Une perspective alternative remet en cause la version habituelle des États-Unis, si on considère que depuis 60 ans, sans interruption, les États-Unis torturent les Iraniens. Cette punition a commencé en 1953 lorsqu’un coup d’État organisé par la CIA a renversé le régime parlementaire iranien et a installé le Chah, tyran allié des États-Unis, qui a battu tous les pires records mondiaux en matière de droits humains.
Lorsque le Chah a à son tour été renversé en 1979, les États-Unis ont aussitôt soutenu Saddam Hussein quand il a lancé la meurtrière invasion de l’Iran. Les États-Unis s’étaient même ensuite directement impliqués en prêtant leur pavillon aux navires du Koweït, allié de l’Irak, ce qui permettait de briser le blocus effectué par l’Iran. En 1988 un avion iranien a été abattu par un navire états-unien dans l’espace aérien civil, faisant 290 morts. De retour aux États-Unis les auteurs de cet acte ont reçu les honneurs présidentiels.
Lorsque l’Iran a finalement été contraint de capituler les États-Unis ont renouvelé leur soutien à leur ami Saddam Hussein. Des ingénieurs nucléaires irakiens avaient y compris été invités aux États-Unis pour recevoir des formations de pointe pour la production d’armes. Puis alors le gouvernement Clinton imposa des sanctions contre l’Iran, lesquelles sont devenues de plus en plus sévères ces dernières années.
Il y a en fait deux États voyous au Moyen-Orient, ils recourent à l’agression et à la terreur et ils violent à l’envi le droit international : les États-Unis et leur État client, Israël.
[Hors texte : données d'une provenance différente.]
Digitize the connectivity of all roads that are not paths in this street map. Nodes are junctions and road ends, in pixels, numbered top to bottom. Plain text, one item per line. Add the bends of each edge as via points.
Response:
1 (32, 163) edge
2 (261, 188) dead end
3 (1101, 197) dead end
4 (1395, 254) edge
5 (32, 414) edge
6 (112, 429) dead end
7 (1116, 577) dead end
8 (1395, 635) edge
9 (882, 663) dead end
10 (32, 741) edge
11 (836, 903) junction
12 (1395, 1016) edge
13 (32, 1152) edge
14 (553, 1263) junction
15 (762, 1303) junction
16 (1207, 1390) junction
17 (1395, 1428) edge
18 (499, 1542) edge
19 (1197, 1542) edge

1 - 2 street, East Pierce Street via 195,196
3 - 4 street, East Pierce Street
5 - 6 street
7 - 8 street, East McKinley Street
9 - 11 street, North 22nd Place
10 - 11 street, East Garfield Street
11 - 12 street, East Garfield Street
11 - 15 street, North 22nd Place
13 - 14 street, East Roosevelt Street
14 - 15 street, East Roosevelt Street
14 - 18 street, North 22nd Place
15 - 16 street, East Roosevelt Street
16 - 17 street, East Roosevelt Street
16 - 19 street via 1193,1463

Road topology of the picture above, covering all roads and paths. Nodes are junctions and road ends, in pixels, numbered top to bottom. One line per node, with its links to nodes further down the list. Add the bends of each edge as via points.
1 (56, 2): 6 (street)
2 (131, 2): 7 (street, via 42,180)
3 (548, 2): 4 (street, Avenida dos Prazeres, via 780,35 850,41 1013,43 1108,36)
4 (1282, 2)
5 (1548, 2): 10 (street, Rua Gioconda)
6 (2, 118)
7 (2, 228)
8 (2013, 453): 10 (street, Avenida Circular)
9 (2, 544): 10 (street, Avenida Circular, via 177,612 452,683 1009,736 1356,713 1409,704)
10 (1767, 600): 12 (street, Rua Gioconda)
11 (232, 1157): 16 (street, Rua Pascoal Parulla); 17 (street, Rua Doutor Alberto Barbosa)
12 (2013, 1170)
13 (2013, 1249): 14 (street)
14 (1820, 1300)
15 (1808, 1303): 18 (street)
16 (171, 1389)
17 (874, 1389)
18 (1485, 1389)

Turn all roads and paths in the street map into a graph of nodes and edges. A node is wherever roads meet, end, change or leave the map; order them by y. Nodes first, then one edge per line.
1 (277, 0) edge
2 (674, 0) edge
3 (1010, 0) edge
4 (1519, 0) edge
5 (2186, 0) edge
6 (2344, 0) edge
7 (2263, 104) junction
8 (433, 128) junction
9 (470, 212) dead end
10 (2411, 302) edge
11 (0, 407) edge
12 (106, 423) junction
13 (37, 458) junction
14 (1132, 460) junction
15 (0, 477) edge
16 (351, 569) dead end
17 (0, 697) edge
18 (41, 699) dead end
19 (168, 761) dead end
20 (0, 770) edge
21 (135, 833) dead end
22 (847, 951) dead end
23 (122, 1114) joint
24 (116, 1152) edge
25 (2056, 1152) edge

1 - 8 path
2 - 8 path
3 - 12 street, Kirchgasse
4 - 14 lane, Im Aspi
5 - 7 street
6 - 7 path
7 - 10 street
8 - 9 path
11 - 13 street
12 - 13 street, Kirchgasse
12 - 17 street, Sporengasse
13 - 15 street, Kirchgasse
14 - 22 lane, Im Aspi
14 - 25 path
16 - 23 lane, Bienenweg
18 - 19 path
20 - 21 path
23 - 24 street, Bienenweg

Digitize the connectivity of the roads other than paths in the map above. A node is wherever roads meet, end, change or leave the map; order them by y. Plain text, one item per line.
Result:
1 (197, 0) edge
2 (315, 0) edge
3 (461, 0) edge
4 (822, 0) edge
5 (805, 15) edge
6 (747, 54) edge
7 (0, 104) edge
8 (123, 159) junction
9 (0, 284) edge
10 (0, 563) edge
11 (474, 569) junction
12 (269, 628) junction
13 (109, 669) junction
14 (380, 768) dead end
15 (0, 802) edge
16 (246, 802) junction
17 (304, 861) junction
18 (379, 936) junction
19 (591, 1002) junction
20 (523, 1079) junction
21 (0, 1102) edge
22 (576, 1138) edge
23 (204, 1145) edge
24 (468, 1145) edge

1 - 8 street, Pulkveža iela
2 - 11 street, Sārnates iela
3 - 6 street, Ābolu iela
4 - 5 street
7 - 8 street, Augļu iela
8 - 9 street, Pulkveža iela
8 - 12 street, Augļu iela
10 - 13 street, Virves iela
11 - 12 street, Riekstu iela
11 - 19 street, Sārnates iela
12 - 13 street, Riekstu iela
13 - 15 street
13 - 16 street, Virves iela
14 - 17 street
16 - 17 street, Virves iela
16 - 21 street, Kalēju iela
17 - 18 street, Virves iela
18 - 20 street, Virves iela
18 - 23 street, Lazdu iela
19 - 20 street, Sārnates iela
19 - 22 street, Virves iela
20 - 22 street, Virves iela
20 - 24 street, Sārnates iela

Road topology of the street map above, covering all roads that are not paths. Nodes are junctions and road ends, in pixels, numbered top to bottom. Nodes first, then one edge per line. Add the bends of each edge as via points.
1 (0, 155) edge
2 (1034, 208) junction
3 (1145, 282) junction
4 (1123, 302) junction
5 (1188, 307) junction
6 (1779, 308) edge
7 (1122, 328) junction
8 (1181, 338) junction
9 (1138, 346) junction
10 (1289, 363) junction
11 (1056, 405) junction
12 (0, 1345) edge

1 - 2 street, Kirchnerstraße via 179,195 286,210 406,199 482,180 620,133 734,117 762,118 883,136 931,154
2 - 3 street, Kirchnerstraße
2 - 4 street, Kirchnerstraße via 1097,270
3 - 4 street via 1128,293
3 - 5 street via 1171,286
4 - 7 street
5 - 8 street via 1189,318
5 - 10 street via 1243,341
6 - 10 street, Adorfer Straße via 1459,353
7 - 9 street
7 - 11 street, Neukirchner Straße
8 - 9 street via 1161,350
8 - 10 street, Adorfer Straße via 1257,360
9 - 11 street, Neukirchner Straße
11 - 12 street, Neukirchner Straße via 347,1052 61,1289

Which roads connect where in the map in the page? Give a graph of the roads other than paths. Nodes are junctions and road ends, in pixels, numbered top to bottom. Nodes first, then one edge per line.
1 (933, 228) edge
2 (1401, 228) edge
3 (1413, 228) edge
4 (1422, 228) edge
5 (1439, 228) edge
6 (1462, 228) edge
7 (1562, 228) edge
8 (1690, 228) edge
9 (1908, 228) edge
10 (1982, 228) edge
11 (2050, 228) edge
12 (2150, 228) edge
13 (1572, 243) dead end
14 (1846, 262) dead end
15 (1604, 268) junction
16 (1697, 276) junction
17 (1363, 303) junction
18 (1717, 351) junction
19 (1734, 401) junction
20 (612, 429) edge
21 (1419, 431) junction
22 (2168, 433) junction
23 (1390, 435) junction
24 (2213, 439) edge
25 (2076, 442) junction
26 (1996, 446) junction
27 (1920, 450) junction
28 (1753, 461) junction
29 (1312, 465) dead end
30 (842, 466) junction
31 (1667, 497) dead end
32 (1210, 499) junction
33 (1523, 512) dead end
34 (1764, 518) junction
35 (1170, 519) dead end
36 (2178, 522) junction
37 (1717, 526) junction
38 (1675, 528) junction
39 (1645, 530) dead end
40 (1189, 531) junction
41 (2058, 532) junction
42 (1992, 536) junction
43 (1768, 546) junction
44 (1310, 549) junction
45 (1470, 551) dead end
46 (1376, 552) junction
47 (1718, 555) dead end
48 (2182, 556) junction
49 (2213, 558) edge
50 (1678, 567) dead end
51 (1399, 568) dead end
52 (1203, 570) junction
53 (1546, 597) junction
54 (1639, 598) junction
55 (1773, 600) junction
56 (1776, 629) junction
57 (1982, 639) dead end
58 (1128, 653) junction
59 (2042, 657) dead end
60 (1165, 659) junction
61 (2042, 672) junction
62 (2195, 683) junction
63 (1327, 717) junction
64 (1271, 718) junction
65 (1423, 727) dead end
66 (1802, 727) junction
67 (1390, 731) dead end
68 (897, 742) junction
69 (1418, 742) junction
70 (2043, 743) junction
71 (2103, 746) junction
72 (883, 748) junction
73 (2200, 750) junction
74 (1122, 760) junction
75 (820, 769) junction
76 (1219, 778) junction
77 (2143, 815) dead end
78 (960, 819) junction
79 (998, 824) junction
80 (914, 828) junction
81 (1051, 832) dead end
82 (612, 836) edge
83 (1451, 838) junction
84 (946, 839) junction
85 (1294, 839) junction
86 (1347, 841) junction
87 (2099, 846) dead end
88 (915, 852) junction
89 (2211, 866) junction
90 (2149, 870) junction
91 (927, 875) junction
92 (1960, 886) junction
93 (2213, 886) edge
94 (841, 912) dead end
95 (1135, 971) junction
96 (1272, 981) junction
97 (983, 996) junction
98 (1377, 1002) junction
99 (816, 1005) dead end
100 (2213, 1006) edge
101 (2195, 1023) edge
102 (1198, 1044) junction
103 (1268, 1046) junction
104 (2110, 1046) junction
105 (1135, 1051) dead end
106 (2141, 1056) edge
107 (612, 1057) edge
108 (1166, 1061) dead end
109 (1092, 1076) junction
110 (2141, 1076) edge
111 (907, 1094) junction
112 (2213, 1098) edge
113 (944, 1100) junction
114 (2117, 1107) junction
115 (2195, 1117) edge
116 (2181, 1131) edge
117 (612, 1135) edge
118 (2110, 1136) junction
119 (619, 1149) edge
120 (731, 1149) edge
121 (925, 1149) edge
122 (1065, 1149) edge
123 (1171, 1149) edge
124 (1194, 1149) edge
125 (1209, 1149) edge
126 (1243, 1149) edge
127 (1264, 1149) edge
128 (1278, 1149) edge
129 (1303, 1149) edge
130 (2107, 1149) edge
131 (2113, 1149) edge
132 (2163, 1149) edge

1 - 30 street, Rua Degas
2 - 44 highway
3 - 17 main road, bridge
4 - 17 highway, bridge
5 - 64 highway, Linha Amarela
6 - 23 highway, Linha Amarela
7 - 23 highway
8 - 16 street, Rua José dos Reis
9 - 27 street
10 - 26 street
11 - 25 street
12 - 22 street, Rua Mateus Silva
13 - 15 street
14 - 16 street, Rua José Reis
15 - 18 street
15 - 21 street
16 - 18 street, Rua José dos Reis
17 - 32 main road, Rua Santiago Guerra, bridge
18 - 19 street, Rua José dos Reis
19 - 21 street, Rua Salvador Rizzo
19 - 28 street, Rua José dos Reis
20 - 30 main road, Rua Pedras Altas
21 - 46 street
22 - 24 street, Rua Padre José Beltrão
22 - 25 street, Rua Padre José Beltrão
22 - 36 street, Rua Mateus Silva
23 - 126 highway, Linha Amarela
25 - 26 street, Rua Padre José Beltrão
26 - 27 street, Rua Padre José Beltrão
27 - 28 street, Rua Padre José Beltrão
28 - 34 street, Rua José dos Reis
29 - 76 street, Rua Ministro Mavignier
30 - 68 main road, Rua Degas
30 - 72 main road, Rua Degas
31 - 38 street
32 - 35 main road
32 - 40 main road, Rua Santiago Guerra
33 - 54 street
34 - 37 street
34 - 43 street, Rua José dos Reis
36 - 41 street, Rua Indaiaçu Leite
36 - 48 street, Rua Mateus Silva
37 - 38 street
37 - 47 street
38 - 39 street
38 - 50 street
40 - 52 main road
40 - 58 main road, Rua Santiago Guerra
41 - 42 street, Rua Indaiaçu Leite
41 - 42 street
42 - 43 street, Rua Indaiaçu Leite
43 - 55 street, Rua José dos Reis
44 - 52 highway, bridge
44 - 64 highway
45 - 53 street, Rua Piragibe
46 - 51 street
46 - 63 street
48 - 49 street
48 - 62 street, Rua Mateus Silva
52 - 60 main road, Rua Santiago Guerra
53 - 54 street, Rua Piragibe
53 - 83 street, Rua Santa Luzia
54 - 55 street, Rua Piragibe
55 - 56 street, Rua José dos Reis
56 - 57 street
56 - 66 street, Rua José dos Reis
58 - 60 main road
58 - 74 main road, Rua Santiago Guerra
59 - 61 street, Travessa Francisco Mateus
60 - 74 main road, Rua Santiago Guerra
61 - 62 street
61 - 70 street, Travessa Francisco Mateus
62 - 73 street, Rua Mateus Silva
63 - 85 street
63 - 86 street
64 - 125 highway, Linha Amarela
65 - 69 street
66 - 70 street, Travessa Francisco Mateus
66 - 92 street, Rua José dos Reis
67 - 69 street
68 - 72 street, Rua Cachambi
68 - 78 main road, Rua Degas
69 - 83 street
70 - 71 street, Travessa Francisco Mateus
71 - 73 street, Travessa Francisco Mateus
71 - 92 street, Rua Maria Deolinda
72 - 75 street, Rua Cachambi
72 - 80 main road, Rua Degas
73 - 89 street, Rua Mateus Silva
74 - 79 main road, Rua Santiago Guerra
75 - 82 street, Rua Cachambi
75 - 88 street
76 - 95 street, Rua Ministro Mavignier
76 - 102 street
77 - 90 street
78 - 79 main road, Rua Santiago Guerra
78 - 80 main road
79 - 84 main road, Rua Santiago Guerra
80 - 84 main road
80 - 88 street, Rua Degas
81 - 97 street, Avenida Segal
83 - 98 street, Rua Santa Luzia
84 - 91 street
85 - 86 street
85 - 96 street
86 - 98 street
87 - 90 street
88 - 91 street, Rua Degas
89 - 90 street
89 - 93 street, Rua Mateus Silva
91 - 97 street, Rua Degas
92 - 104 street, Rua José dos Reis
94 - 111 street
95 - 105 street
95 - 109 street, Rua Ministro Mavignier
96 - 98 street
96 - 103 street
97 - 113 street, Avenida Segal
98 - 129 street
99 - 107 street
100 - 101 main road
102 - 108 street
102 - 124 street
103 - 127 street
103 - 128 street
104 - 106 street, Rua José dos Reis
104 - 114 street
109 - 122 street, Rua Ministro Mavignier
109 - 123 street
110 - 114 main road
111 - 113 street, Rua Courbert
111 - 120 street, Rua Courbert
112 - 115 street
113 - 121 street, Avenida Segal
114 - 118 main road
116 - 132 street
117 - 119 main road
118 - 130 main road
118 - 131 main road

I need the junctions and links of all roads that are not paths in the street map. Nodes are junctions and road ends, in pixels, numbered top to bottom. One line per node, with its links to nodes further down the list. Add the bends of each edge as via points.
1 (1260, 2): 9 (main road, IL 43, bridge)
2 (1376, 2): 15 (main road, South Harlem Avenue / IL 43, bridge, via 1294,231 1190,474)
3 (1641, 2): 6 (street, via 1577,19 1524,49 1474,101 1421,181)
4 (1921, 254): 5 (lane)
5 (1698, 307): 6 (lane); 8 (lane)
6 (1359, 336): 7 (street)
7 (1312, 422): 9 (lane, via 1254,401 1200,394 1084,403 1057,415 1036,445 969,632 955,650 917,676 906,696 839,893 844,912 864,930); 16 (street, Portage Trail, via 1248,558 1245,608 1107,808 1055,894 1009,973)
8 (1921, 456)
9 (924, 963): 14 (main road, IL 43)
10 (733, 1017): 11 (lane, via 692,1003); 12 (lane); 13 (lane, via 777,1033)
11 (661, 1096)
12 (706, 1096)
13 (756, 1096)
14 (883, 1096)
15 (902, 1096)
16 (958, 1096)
L’Iran a certes commis un acte d’agression : il a conquis trois îles arabes à l’époque du régime du Chah, qui avait le soutien des États-Unis. Mais tout acte de terrorisme attribué à l’Iran fait pâle figure comparé aux États voyous.
Il est compréhensible que ces États voyous s’opposent résolument à l’existence d’une contrepoids dans la région, et il est normal qu’ils se lancent dans une campagne pour empêcher l’existence d’une force de contention.
Jusqu’où ira le petit État voyou pour éliminer la force de contention si redoutée au prétexte qu’elle représente une « menace pour son existence » ? Certains craignent qu’il aille très loin. Micah Zenko du Conseil des affaires internationales [Council of Foreign Relations] signale dans la revue Foreign Policy qu’Israël pourrait recourir à la guerre nucléaire. Le spécialiste des relations internationales Zbigniew Brzezinski demande à Washington de faire clairement savoir à Israël que l’aviation états-unienne les arrêterait s’ils essayaient d’effectuer des bombardements.
Laquelle de ces perspectives contradictoires est la plus proche de la réalité ? Répondre à cette question est davantage qu’un utile exercice. De la réponse découlent des conséquences importantes pour la politique internationale.